Arlington County, Virginia has a prime location for a new affordable housing development. Officials hope that subsidizing a new 10-story development with 8 floors of apartments will ease the crisis caused by rapidly escalating property values. There's just one potential problem: the bottom 2 floors they are building will be a new sanctuary and church building for First Baptist Church of Clarendon. A resident has filed suit, claiming the arrangement violates the separation of church and state. The Washington Post has more:

[Peter] Glassman's complaint alleges that the subsidy per unit — $660,000 — is excessive and proves that the county wanted to bail out the church. In court papers, county attorneys call the claims a "tangled web of allegations." The county says that its portion of the subsidy is $186,500 an apartment and that a separate nonprofit group, the Views at Clarendon, will develop and manage the apartments.

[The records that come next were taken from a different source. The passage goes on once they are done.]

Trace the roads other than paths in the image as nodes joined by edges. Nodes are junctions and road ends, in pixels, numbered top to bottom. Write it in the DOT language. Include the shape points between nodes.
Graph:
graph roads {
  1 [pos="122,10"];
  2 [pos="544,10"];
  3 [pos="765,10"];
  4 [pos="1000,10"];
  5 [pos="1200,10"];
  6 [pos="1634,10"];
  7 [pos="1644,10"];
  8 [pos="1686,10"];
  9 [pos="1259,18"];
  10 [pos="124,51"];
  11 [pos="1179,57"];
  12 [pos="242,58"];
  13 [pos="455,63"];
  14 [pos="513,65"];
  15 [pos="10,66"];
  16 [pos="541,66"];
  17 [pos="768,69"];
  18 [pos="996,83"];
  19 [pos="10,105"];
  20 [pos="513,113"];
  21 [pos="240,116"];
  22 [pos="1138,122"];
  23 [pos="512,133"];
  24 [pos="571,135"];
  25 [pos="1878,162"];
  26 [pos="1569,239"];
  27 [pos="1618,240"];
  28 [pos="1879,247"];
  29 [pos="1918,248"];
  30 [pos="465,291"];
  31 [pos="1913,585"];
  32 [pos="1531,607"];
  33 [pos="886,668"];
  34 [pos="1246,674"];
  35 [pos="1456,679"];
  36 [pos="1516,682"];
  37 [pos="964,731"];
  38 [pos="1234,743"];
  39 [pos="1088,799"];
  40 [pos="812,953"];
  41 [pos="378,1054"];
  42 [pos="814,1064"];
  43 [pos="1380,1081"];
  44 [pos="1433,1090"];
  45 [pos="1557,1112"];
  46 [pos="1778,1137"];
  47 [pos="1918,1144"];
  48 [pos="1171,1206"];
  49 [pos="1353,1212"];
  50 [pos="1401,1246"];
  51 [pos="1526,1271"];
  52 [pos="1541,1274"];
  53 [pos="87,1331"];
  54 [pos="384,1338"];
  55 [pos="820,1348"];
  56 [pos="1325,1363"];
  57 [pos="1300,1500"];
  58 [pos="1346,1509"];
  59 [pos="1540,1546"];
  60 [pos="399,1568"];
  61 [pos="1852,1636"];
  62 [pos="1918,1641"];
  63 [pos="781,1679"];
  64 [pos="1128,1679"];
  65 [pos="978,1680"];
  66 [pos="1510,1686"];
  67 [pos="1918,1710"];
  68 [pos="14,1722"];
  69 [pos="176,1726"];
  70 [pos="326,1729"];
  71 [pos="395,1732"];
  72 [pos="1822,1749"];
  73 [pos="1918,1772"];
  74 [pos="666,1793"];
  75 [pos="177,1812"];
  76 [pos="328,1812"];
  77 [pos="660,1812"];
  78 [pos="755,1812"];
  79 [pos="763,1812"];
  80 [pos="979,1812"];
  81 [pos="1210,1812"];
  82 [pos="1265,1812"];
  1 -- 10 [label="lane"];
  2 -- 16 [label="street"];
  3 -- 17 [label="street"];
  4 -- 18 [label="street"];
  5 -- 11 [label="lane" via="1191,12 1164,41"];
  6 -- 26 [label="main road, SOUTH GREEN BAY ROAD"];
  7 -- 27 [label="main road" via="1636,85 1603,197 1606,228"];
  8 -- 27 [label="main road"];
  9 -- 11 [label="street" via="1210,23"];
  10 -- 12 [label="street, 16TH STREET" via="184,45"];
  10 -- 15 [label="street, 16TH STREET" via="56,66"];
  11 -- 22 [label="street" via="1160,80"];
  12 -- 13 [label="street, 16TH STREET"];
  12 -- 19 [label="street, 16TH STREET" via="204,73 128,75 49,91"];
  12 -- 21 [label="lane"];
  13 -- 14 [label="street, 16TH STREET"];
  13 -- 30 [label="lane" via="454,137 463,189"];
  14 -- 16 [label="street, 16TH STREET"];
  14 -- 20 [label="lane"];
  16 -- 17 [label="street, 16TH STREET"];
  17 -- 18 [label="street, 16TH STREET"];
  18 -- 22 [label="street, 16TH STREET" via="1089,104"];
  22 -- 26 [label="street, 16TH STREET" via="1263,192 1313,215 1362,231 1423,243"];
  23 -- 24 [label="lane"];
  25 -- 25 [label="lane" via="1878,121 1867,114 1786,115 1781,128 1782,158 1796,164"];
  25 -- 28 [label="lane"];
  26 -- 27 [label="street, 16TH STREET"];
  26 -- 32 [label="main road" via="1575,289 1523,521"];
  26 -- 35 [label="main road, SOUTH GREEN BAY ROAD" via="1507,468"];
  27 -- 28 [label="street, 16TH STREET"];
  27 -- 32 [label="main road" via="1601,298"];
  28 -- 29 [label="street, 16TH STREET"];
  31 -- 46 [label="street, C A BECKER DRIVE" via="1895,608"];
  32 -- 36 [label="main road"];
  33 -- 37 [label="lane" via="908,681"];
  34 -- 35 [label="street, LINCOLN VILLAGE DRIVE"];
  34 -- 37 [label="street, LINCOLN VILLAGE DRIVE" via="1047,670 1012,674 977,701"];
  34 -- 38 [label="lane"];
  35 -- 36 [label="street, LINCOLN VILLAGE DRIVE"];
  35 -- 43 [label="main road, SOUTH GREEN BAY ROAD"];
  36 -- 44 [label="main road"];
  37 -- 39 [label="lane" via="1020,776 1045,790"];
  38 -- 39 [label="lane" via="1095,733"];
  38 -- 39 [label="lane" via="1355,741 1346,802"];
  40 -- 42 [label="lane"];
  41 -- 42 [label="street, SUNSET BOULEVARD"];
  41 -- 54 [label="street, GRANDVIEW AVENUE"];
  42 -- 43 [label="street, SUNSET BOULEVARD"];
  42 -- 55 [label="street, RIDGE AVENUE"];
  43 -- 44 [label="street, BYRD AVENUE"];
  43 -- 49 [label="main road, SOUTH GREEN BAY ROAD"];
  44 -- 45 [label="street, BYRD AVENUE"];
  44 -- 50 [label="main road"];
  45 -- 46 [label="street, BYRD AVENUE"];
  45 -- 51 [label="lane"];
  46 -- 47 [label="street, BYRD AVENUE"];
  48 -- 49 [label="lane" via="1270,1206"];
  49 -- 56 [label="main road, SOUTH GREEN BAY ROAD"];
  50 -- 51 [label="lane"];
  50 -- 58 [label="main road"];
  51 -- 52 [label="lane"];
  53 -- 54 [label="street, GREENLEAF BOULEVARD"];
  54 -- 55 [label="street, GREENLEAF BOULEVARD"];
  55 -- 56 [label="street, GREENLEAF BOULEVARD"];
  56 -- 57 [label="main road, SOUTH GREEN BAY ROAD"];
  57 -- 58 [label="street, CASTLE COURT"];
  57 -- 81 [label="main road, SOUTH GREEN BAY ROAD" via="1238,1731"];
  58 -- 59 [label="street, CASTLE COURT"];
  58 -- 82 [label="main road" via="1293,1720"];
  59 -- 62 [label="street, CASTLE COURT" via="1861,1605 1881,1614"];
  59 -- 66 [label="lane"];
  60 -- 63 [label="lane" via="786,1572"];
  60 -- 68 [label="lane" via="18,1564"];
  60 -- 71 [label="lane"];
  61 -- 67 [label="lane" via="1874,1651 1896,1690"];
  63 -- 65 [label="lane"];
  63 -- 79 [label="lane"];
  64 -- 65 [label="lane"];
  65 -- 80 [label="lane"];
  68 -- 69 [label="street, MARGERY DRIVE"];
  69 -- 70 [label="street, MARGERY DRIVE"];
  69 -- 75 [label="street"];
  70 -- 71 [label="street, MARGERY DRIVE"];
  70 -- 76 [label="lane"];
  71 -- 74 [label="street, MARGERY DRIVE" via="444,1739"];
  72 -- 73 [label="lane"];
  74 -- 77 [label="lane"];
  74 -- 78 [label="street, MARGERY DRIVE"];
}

Three church members serve on the nonprofit group's seven-member board.

Integrating a church sanctuary with condominiums or offices is just beginning to happen in many communities, but a factor in the Clarendon lawsuit is how the church is incorporated into the new development's design. The church and the housing above it will share an entrance, a lobby, an elevator and other elements.

"Residents will literally pass through the church's property, overlook the church's steeple and be subject daily to the church's message," the suit says.

Read the complaint here.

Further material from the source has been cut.